By Myra Chanin

 

I arrived at Lane Bradbury’s one-woman show, Let Me Entertain You, Again, my heart filled with compassion for the child performer who’d created the role of Baby June in the original Broadway production of Gypsy — the tot forced to sing “Let Me Entertain You,” (8xy=z) times a week which made her the surefire winner of my Christian Martyr of the Century Award, only to learn that Lane Bradbury played Dainty June, the teen-aged rebellious survivor of Mama Rose’s ambition. Dainty June had better songs: “Broadway,” and “If Momma Was Married.” She was “the girl” Tulsa sang about in “All I Need is the Girl,” who eloped with him at the end of Act One and re-appeared stage center for curtain calls.

 

Lane Bradbury describes herself as very shy during her Buckhead, Georgia childhood – a lonely child who lived in her imagination. She felt like an unpopular outsider during her adolescence. At the age of five she found joy in her ballet classes and was asked to join the Atlanta Ballet Corps when she was only 12. Lane was not particularly successful academically either. She didn’t exactly graduate. Her school gave her a certificate of completion so she could move on and she did to New York, where she made friends and soon became the youngest ever member of the Actor’s Studio – a real coup.

 

Legendary director Elia Kazan discovered her there and in 1958 cast her as an understudy in Archibald MacLeish’s drama J.B. about the sufferings of the Job. JB ran for a year and gave Lane Broadway credits. The following year she auditioned for Gypsy but someone else got the part. But never say die. The favorite didn’t work out, and Lane joined the cast during its Philadelphia tryouts. She played Dainty June on Broadway for six months. She was fired when her six-month contract expired.

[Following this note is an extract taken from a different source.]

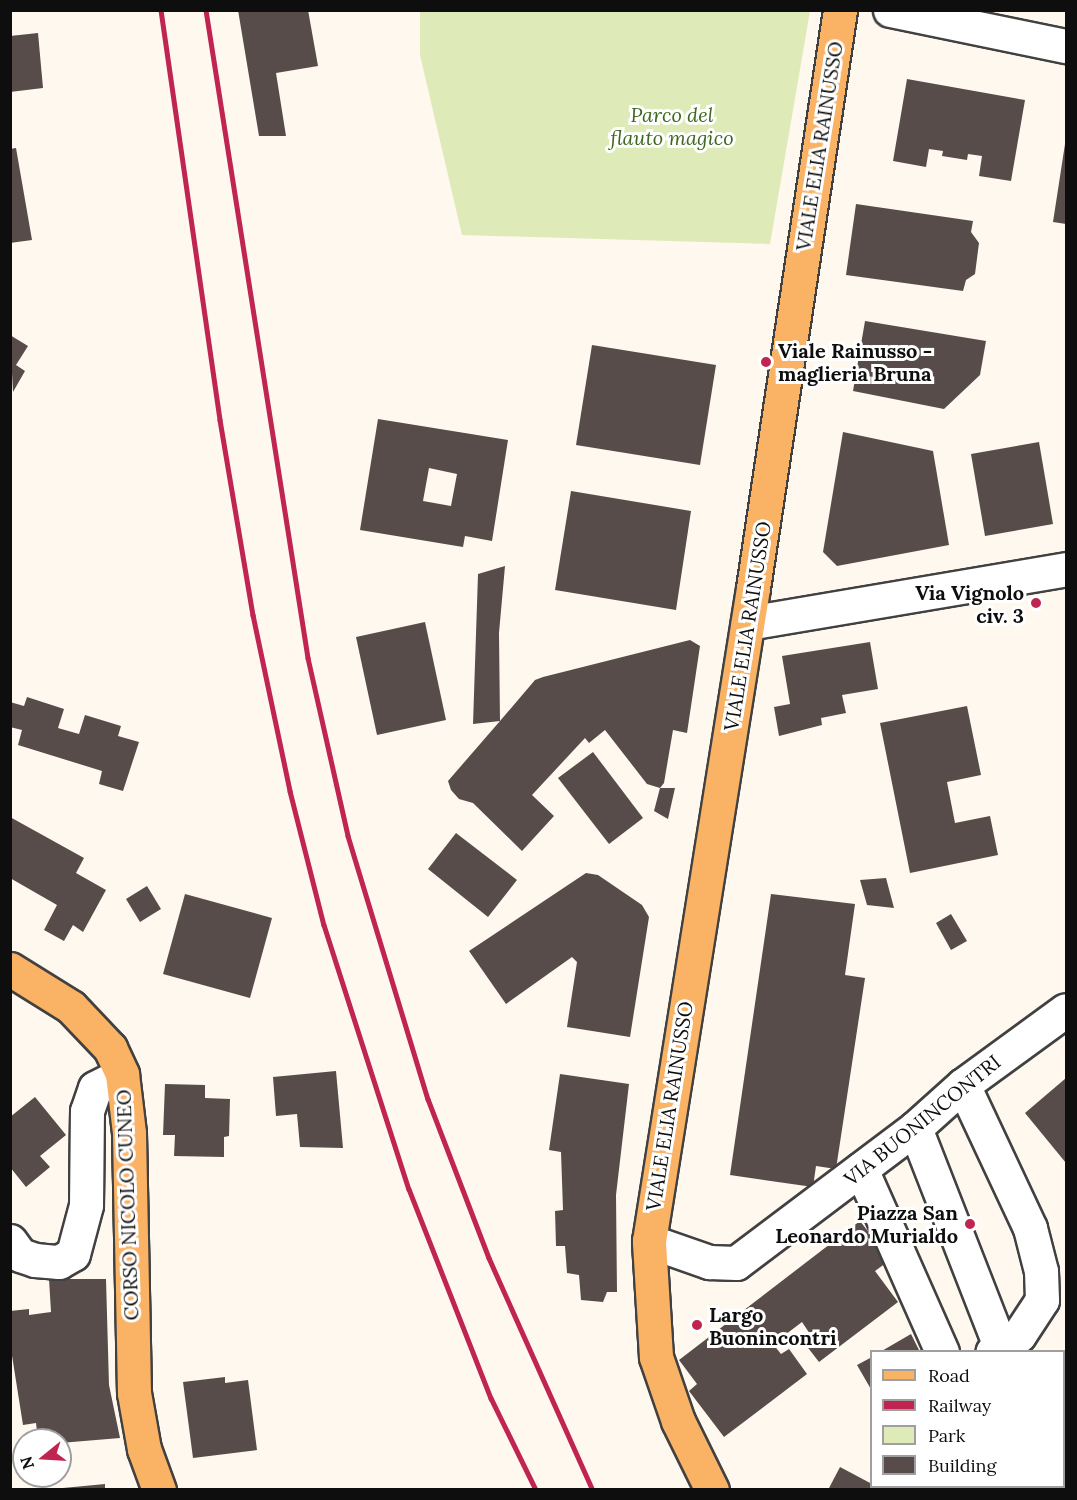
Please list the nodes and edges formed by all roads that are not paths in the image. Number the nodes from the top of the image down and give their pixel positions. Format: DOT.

She doesn’t say why, but she and Jerome Robbins didn’t get along. She also opened on Broadway in Tennessee Williams Night of the Iguana which starred Bette Davis before moving to Hollywood where her impressive film and TV credits included Alice Doesn’t Live Her Anymore.

 

 

At Don’t Tell Mama, her musical director Joe Goodrich supplied her with sensational arrangements, a helping baritone for her “If Mama Was Married” duet along with a wry, witty and varied selection of songs: Styne/Sondheim’s “Broadway” to The Teen Queens hit, “Eddie, My Love,” to Cole Porter’s “Maiden Typical of France,” plus two numbers written or tweaked especially for her: an original Jan Roper song about wearing the same gown she wore as an Atlanta Debutante to a fancy Manhattan film opening and a new set of lyrics about Atlanta Society set to a Frederic Loewe melody, penned by her daughter Elkin Antoniou, who also directed this show written by Doug DeVita.

 

Bradbury’s voice is still a strong, commanding Broadway contralto, and she’s very endearing on stage. She has fun with the comic songs, particularly “Eddie, My Love,” a writhing homage to the sexpot to whom she gave her virtue over and over and who rejected her over and over because he just didn’t love her enough.

 

I wanted more details about what being on stage with Ethel and Bette and all the other stars she worked with was like and fewer about that no-goodnick Eddie, who just wasn’t worth three songs. One would have more than sufficed. She never gave us any information about what he was like, why she was so taken by him and what happened to him, which might have piqued my interest. She also mentioned her husband very briefly. Her story telling skills lacked razzamatazz, but surely an easy fix.

 

Lane’s show is obviously a work in progress. It would be interesting to see how it changes and improves when Lane Bradbury unveils it again on Thursday June 29th at 7 pm at Don’t Tell Mama.